Site icon AgeWage: Making your money work as hard as you do

Alright LCP and First Actuarial – here’s my ESG challenge to you!

I’d alert readers to an excellent thought piece by LCP consultant, Sam Cobley. You can read it here.

Sam ponders why, while every trustee and IGC chair is now commenting on Responsible Investment and Environmental, Social and Governance issues. So few are doing anything about investing in a responsible way.

His conclusion is that fiduciaries and consultants don’t want to be the first movers.

I’d be a little more blunt. They’d rather see someone else making mistakes and hoover up after them, avoiding the risk of reputational damage.

The problem with #metoo is that it doesn’t progress matters very far. This week LGIM, the investment arm of L&G decided to stop being #metoo and start voting against the constitution of boards where less than 25% directors are female. It’s comment was that the pace of change in this area has been too slow.

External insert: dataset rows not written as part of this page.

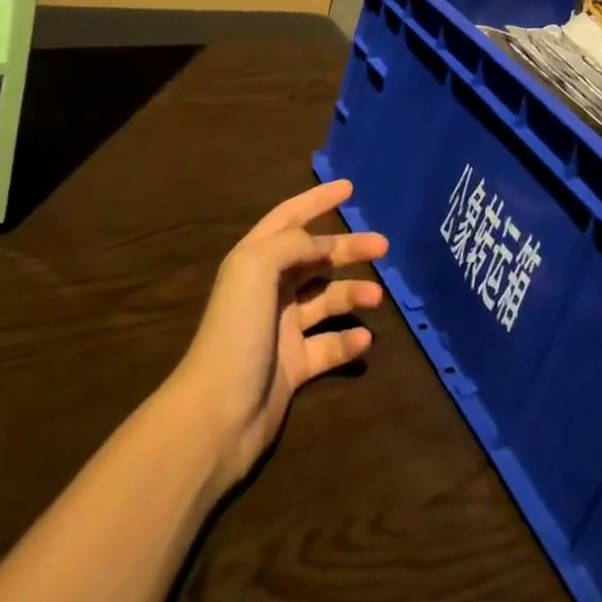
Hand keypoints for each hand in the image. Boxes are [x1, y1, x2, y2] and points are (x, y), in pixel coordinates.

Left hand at [167, 180, 387, 490]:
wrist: (218, 413)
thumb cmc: (236, 329)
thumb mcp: (256, 268)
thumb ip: (292, 244)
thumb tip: (322, 244)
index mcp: (254, 260)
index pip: (289, 218)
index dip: (317, 200)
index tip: (349, 187)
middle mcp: (268, 288)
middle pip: (315, 258)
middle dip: (347, 248)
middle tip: (383, 245)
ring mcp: (282, 328)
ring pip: (325, 300)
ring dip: (352, 294)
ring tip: (376, 297)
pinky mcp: (294, 365)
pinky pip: (328, 346)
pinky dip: (347, 341)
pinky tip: (364, 341)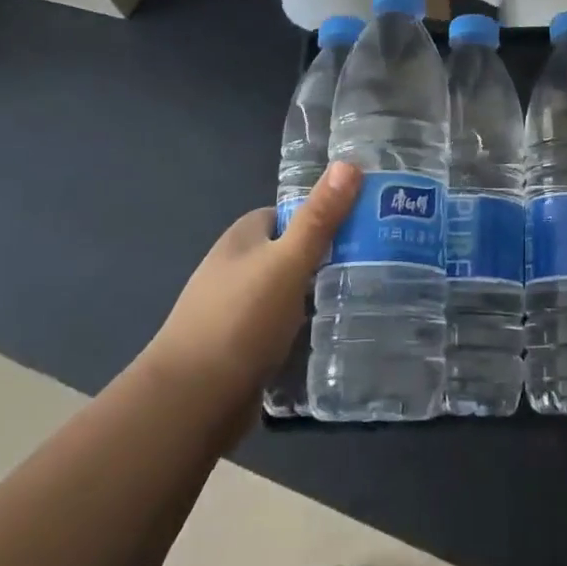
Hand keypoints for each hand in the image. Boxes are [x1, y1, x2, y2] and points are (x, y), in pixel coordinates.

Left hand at [141, 162, 359, 405]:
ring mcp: (235, 307)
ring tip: (365, 297)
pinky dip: (303, 326)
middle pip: (292, 250)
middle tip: (376, 263)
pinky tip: (332, 334)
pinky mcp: (240, 345)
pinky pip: (281, 324)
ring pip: (288, 289)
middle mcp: (236, 265)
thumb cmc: (240, 320)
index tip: (368, 224)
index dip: (327, 214)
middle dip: (328, 256)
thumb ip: (319, 217)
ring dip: (317, 293)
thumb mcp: (288, 262)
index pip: (292, 212)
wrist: (190, 402)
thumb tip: (349, 163)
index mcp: (244, 236)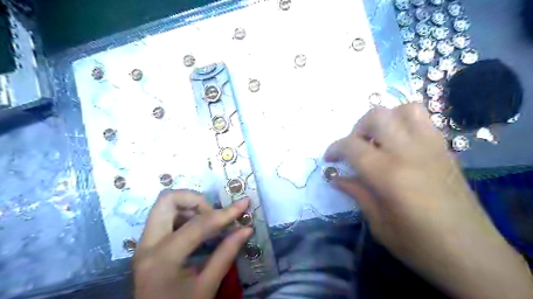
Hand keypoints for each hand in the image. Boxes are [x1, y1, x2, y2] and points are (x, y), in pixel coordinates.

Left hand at [132, 191, 250, 298]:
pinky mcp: (147, 243)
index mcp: (164, 258)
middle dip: (196, 200)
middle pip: (168, 199)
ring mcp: (144, 242)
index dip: (225, 213)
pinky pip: (164, 215)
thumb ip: (226, 254)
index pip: (198, 224)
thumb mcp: (207, 286)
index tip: (243, 204)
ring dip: (190, 206)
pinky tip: (198, 229)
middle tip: (214, 214)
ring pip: (165, 204)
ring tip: (208, 223)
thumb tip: (246, 229)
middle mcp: (148, 244)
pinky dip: (184, 214)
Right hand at [325, 103, 532, 298]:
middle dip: (358, 127)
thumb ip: (356, 193)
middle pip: (378, 116)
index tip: (330, 159)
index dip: (335, 148)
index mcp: (389, 175)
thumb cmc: (419, 245)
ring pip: (405, 109)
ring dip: (385, 119)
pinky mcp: (445, 150)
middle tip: (355, 147)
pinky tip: (399, 143)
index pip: (353, 145)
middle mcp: (410, 153)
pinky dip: (405, 122)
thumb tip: (336, 178)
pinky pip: (424, 120)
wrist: (471, 254)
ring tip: (378, 139)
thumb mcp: (379, 223)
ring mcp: (432, 148)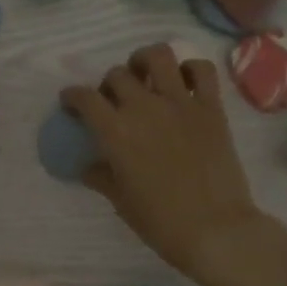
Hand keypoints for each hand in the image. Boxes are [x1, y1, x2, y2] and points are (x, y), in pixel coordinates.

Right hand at [63, 44, 266, 278]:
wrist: (215, 230)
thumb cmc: (162, 222)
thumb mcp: (121, 202)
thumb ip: (102, 177)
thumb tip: (88, 167)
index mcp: (116, 132)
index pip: (84, 98)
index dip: (72, 96)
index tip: (71, 103)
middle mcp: (145, 108)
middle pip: (117, 74)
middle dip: (108, 84)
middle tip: (112, 101)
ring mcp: (181, 103)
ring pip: (158, 56)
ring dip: (145, 61)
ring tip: (145, 76)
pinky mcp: (211, 107)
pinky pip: (202, 70)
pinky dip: (190, 69)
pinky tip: (183, 83)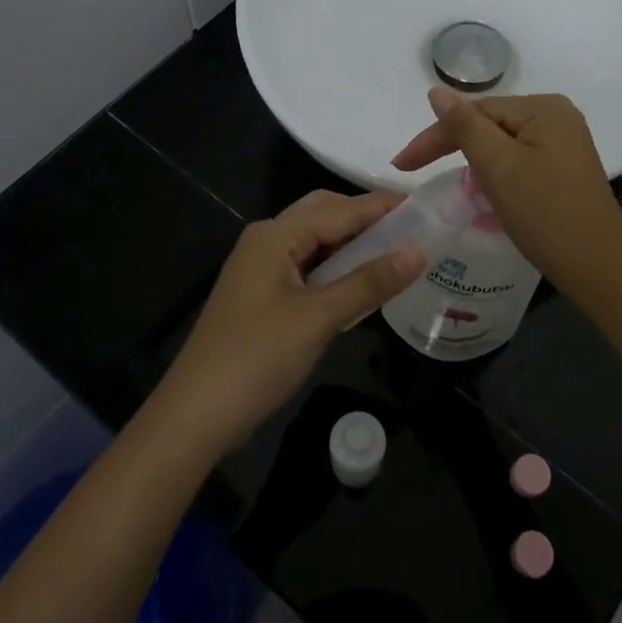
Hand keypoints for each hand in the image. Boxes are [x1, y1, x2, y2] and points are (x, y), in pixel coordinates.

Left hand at [155, 190, 422, 455]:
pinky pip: (307, 267)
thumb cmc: (257, 358)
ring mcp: (261, 269)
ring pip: (316, 242)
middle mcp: (266, 241)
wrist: (195, 416)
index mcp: (275, 235)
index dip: (383, 207)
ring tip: (397, 252)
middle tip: (412, 230)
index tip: (426, 206)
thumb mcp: (318, 319)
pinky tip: (362, 282)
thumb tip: (418, 252)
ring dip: (352, 244)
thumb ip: (368, 283)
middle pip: (324, 215)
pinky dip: (336, 268)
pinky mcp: (262, 295)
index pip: (340, 209)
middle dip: (366, 219)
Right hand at [392, 89, 621, 307]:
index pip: (474, 112)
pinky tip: (482, 192)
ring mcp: (563, 144)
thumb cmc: (547, 216)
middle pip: (489, 124)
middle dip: (452, 147)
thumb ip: (464, 126)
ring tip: (446, 184)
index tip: (400, 165)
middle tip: (412, 170)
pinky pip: (517, 161)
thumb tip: (436, 91)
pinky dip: (495, 175)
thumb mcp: (499, 167)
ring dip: (473, 163)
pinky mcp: (564, 169)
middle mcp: (557, 117)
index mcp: (543, 108)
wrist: (600, 270)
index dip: (435, 136)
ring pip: (501, 144)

And of course there was a backlash in investment circles at what was taken as an unnecessary intervention into the governance of companies.

What is really scary about LGIM is that when it votes, it’s vote is a matter of public record and their sustainability team aren’t shy about naming names. That’s a long way from almost any consultancy I can think of. Even LCP have to publish data from surveys without putting names to data or opinion.

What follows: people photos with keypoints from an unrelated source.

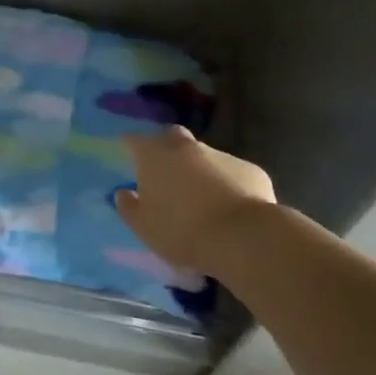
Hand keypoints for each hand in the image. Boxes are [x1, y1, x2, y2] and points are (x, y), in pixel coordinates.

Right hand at [115, 127, 276, 278]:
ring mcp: (222, 155)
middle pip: (172, 137)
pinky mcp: (251, 170)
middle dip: (166, 148)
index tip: (128, 152)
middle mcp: (187, 147)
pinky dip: (227, 184)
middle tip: (165, 171)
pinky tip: (230, 207)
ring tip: (201, 198)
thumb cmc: (182, 231)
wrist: (243, 238)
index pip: (135, 140)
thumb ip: (129, 207)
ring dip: (199, 169)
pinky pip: (232, 173)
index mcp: (155, 156)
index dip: (130, 145)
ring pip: (205, 156)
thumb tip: (123, 193)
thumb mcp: (144, 227)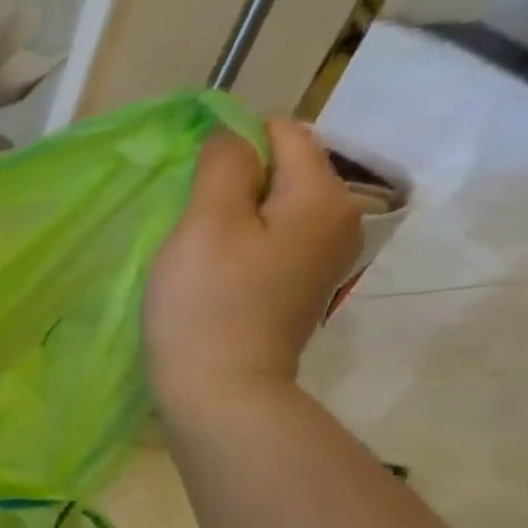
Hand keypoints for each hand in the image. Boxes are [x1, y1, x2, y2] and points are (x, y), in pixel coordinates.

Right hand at [143, 118, 362, 411]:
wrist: (220, 394)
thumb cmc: (207, 306)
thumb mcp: (206, 224)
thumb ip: (222, 165)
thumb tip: (231, 134)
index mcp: (323, 196)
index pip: (284, 133)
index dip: (233, 143)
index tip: (191, 183)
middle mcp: (340, 222)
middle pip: (283, 173)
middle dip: (234, 185)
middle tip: (188, 224)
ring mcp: (323, 263)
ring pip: (274, 213)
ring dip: (233, 221)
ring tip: (196, 254)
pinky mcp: (299, 294)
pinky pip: (271, 248)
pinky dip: (241, 251)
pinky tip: (212, 280)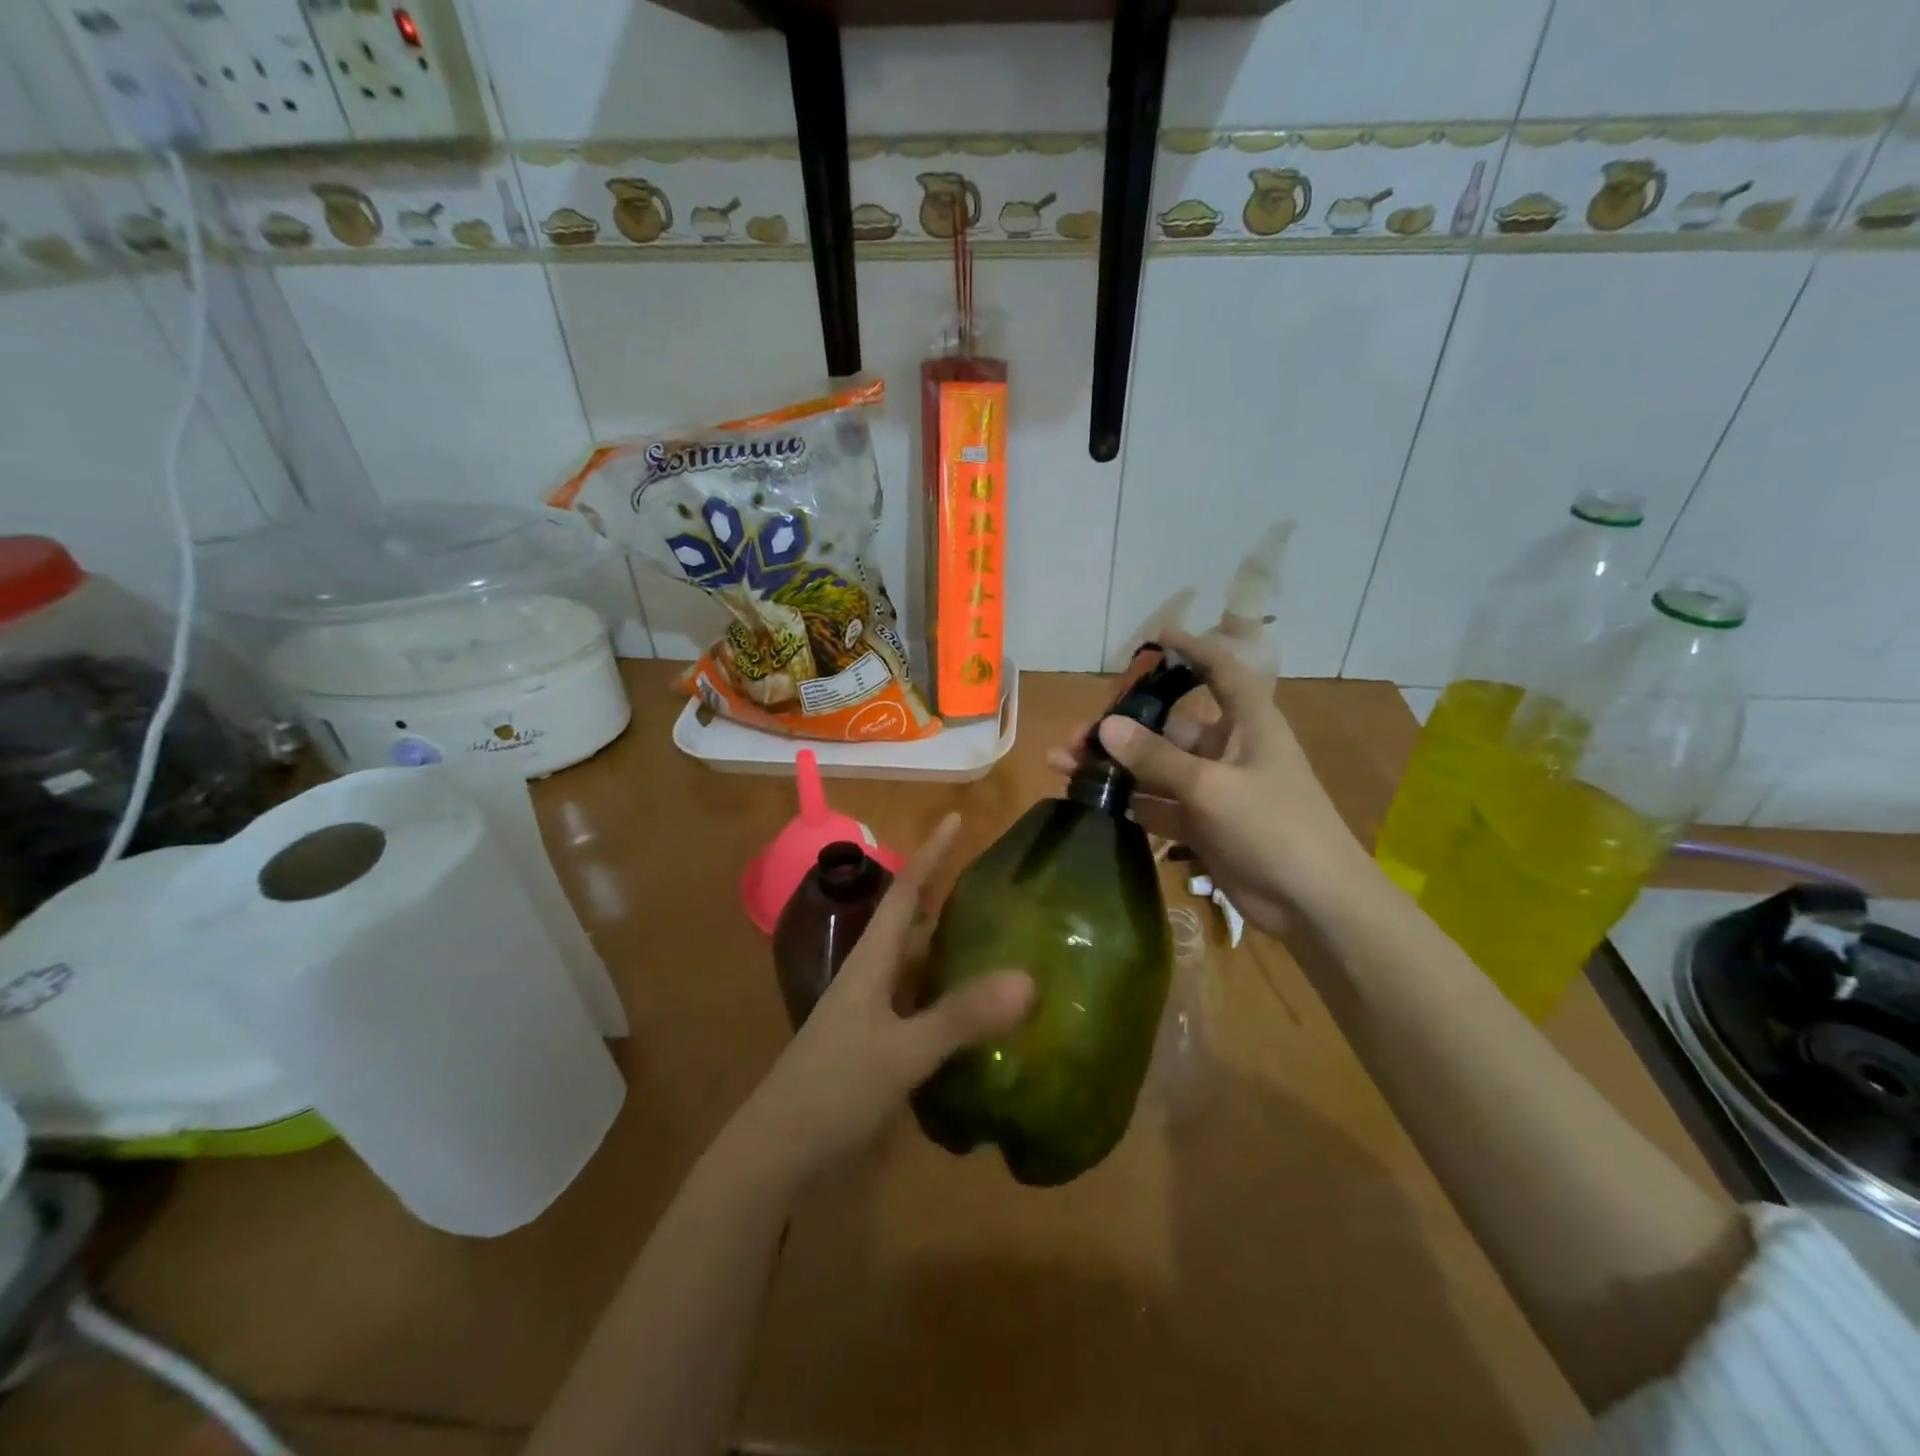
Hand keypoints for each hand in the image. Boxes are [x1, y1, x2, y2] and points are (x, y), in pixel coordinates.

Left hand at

In my opinion, the tipping point for Responsible Investment will come when IGCs and Trustees stop being shy and demand action of their fund managers. Rather than hiding behind RI and ESG policies, fiduciaries need to actively boast that they are helping their members to the added value that can be garnered from the green pound.

The advisers to such fiduciaries need to be more rigorous and assert the need to include ESG strategies in the default investment options they advise on. Trustees need to be proud of going green with their investments, rather than awkward.

But here there is a further problem. Advisers, like their clients, are caught by the tide that always sweeps them back to where they were. So proposals to adopt a green default – appear and then recede. How rare is it that they sail out to sea!

One board of trustee that has gone public with its default is the staff workplace pension scheme of the HSBC Bank. Not only did it create in “Future World” a default for its own staff, but it shared the product so that it can be invested in by others. My personal DC money is invested in Future World and I am happy to pay twice as much for the management of my money the “Future World” way, than in L&G’s equivalent passive global equity tracker.

There – I said it – a consultant outing himself over RI and ESG issues and like the “only gay in the village” – parading around in all his green vulnerability.

So here’s my challenge to Sam Cobley and the authors of LCP’s  “Behind the scenes: Are investment managers delivering on their responsible investment claims?” and “The LCP Responsible Investment Survey “- Matt Gibson, Claire Jones and John Clements.

“Are your personal pension pots invested in a green way? If they are, are you prepared to share why? If not – are you prepared to share why?”

I suspect that #metoo can work both ways and when we see consultants adopting green strategies and boasting they are prepared to have the courage of their convictions, then we will see positive #metoo behaviours among clients.

Other than First Actuarial, I know no other consultancy to which I can address this question.  So how about it LCP – are you up for that challenge – and First Actuarial, will you respond to it?

Do we really believe in Responsible Investment? The proof in the pudding is what we do with our own money!